COLLECTED MATERIAL:
● ● ● ●

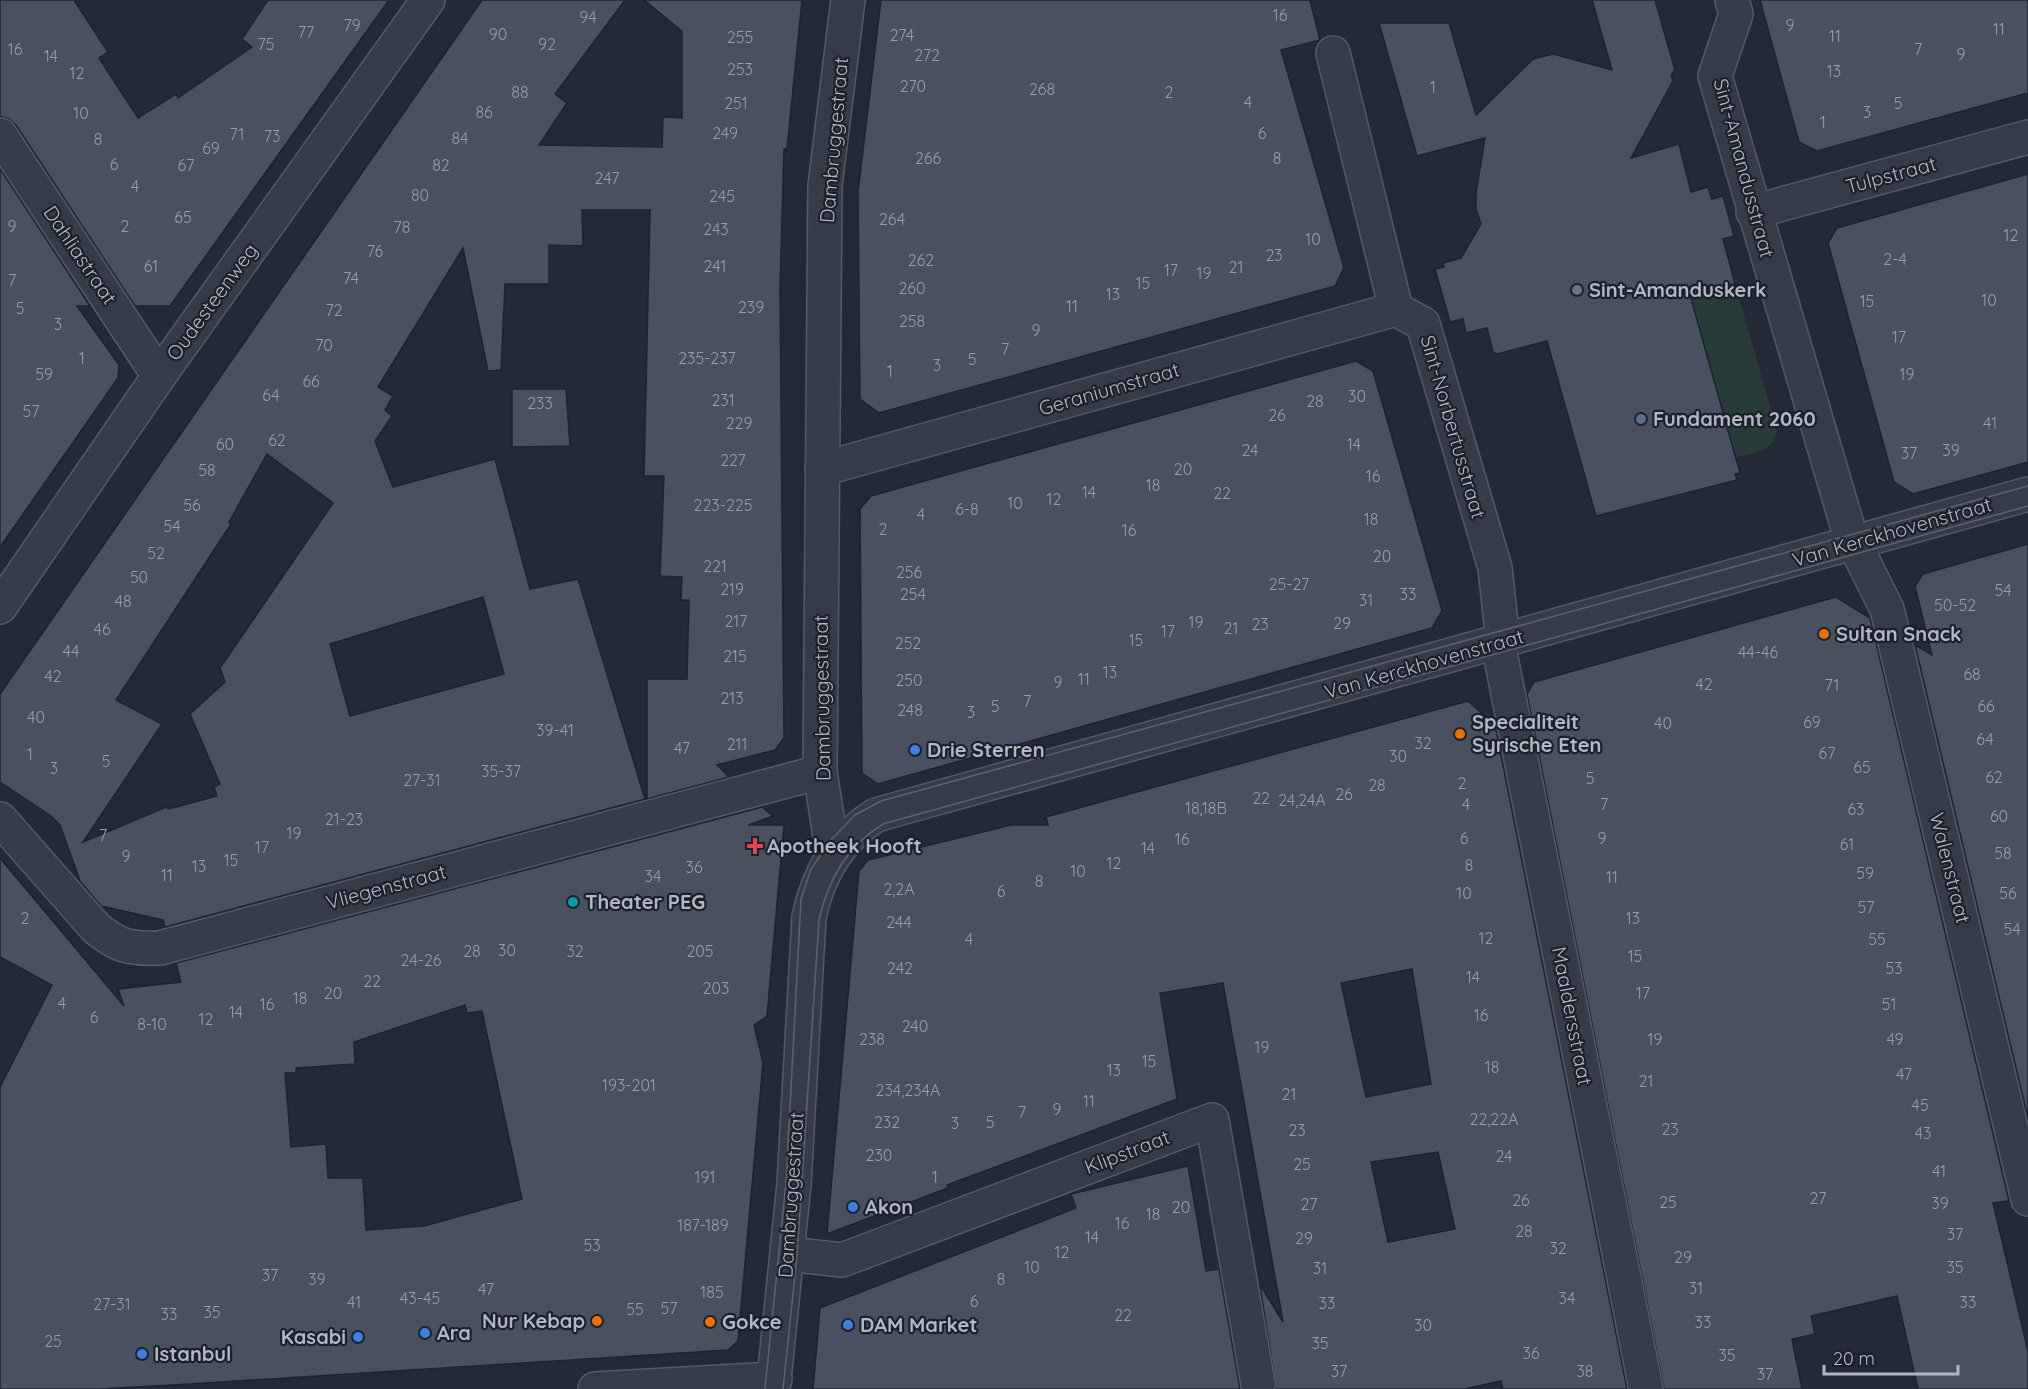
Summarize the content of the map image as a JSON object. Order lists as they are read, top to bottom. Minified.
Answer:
{"streets":{"street":["Dambruggestraat","Sint-Amandusstraat","Tulpstraat","Dahliastraat","Oudesteenweg","Geraniumstraat","Sint-Norbertusstraat","Van Kerckhovenstraat","Walenstraat","Vliegenstraat","Maaldersstraat","Klipstraat"]},"crossings":[["Dambruggestraat","Geraniumstraat"],["Dambruggestraat","Van Kerckhovenstraat"],["Dambruggestraat","Vliegenstraat"],["Dambruggestraat","Klipstraat"],["Sint-Amandusstraat","Tulpstraat"],["Sint-Amandusstraat","Van Kerckhovenstraat"],["Sint-Amandusstraat","Walenstraat"],["Dahliastraat","Oudesteenweg"],["Geraniumstraat","Sint-Norbertusstraat"],["Sint-Norbertusstraat","Van Kerckhovenstraat"],["Sint-Norbertusstraat","Maaldersstraat"],["Van Kerckhovenstraat","Walenstraat"],["Van Kerckhovenstraat","Maaldersstraat"]],"places":{"other":["Sint-Amanduskerk","Fundament 2060","Sultan Snack","Specialiteit Syrische Eten","Drie Sterren","Theater PEG","Akon","Nur Kebap","Gokce","DAM Market","Ara","Kasabi","Istanbul"],"health":["Apotheek Hooft"]},"house_numbers":["16","94","79","9","11","77","90","274","11","255","75","92","16","7","9","272","14","253","13","12","270","1","268","88","2","4","251","5","86","3","10","1","249","6","71","73","84","8","69","266","8","6","67","82","247","4","80","245","65","264","9","2","78","243","12","10","76","23","2-4","262","61","241","21","17","19","74","7","15","260","13","10","15","11","239","5","72","258","3","9","17","70","7","1","235-237","5","3","1","59","19","66","64","30","231","28","233","57","26","229","41","62","60","14","24","39","37","227","20","58","16","18","14","22","12","10","56","223-225","6-8","4","18","54","2","16","52","20","221","256","50","25-27","219","54","254","33","31","48","50-52","217","19","29","23","21","46","17","15","252","44","44-46","215","13","68","42","11","250","9","42","71","213","7","5","66","248","3","40","69","40","39-41","64","32","211","47","67","1","30","5","65","3","35-37","62","5","27-31","2","28","26","22","24,24A","4","7","18,18B","63","60","21-23","19","7","6","9","16","61","17","14","58","9","15","12","8","13","36","10","59","11","34","11","8","2,2A","6","10","56","57","2","13","244","54","12","4","55","30","28","32","205","15","24-26","242","53","14","22","203","20","17","18","4","16","51","14","16","6","12","8-10","240","238","19","49","19","15","18","13","47","21","193-201","234,234A","21","11","45","9","7","22,22A","232","5","3","23","23","43","230","24","25","41","191","1","27","26","25","39","27","20","18","16","187-189","28","37","14","29","53","32","12","29","10","35","31","37","39","8","31","47","185","43-45","34","6","41","33","33","27-31","57","55","35","33","22","33","30","25","35","36","35","37","38","37"],"scale_bar":"20 m"}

● ● ● ●

REQUIRED WORK: Return each line of the material exactly as written; exclude the pictures.

EXERCISE ANSWER:
Summarize the content of the map image as a JSON object. Order lists as they are read, top to bottom. Minified.
Answer:
{"streets":{"street":["Dambruggestraat","Sint-Amandusstraat","Tulpstraat","Dahliastraat","Oudesteenweg","Geraniumstraat","Sint-Norbertusstraat","Van Kerckhovenstraat","Walenstraat","Vliegenstraat","Maaldersstraat","Klipstraat"]},"crossings":[["Dambruggestraat","Geraniumstraat"],["Dambruggestraat","Van Kerckhovenstraat"],["Dambruggestraat","Vliegenstraat"],["Dambruggestraat","Klipstraat"],["Sint-Amandusstraat","Tulpstraat"],["Sint-Amandusstraat","Van Kerckhovenstraat"],["Sint-Amandusstraat","Walenstraat"],["Dahliastraat","Oudesteenweg"],["Geraniumstraat","Sint-Norbertusstraat"],["Sint-Norbertusstraat","Van Kerckhovenstraat"],["Sint-Norbertusstraat","Maaldersstraat"],["Van Kerckhovenstraat","Walenstraat"],["Van Kerckhovenstraat","Maaldersstraat"]],"places":{"other":["Sint-Amanduskerk","Fundament 2060","Sultan Snack","Specialiteit Syrische Eten","Drie Sterren","Theater PEG","Akon","Nur Kebap","Gokce","DAM Market","Ara","Kasabi","Istanbul"],"health":["Apotheek Hooft"]},"house_numbers":["16","94","79","9","11","77","90","274","11","255","75","92","16","7","9","272","14","253","13","12","270","1","268","88","2","4","251","5","86","3","10","1","249","6","71","73","84","8","69","266","8","6","67","82","247","4","80","245","65","264","9","2","78","243","12","10","76","23","2-4","262","61","241","21","17","19","74","7","15","260","13","10","15","11","239","5","72","258","3","9","17","70","7","1","235-237","5","3","1","59","19","66","64","30","231","28","233","57","26","229","41","62","60","14","24","39","37","227","20","58","16","18","14","22","12","10","56","223-225","6-8","4","18","54","2","16","52","20","221","256","50","25-27","219","54","254","33","31","48","50-52","217","19","29","23","21","46","17","15","252","44","44-46","215","13","68","42","11","250","9","42","71","213","7","5","66","248","3","40","69","40","39-41","64","32","211","47","67","1","30","5","65","3","35-37","62","5","27-31","2","28","26","22","24,24A","4","7","18,18B","63","60","21-23","19","7","6","9","16","61","17","14","58","9","15","12","8","13","36","10","59","11","34","11","8","2,2A","6","10","56","57","2","13","244","54","12","4","55","30","28","32","205","15","24-26","242","53","14","22","203","20","17","18","4","16","51","14","16","6","12","8-10","240","238","19","49","19","15","18","13","47","21","193-201","234,234A","21","11","45","9","7","22,22A","232","5","3","23","23","43","230","24","25","41","191","1","27","26","25","39","27","20","18","16","187-189","28","37","14","29","53","32","12","29","10","35","31","37","39","8","31","47","185","43-45","34","6","41","33","33","27-31","57","55","35","33","22","33","30","25","35","36","35","37","38","37"],"scale_bar":"20 m"}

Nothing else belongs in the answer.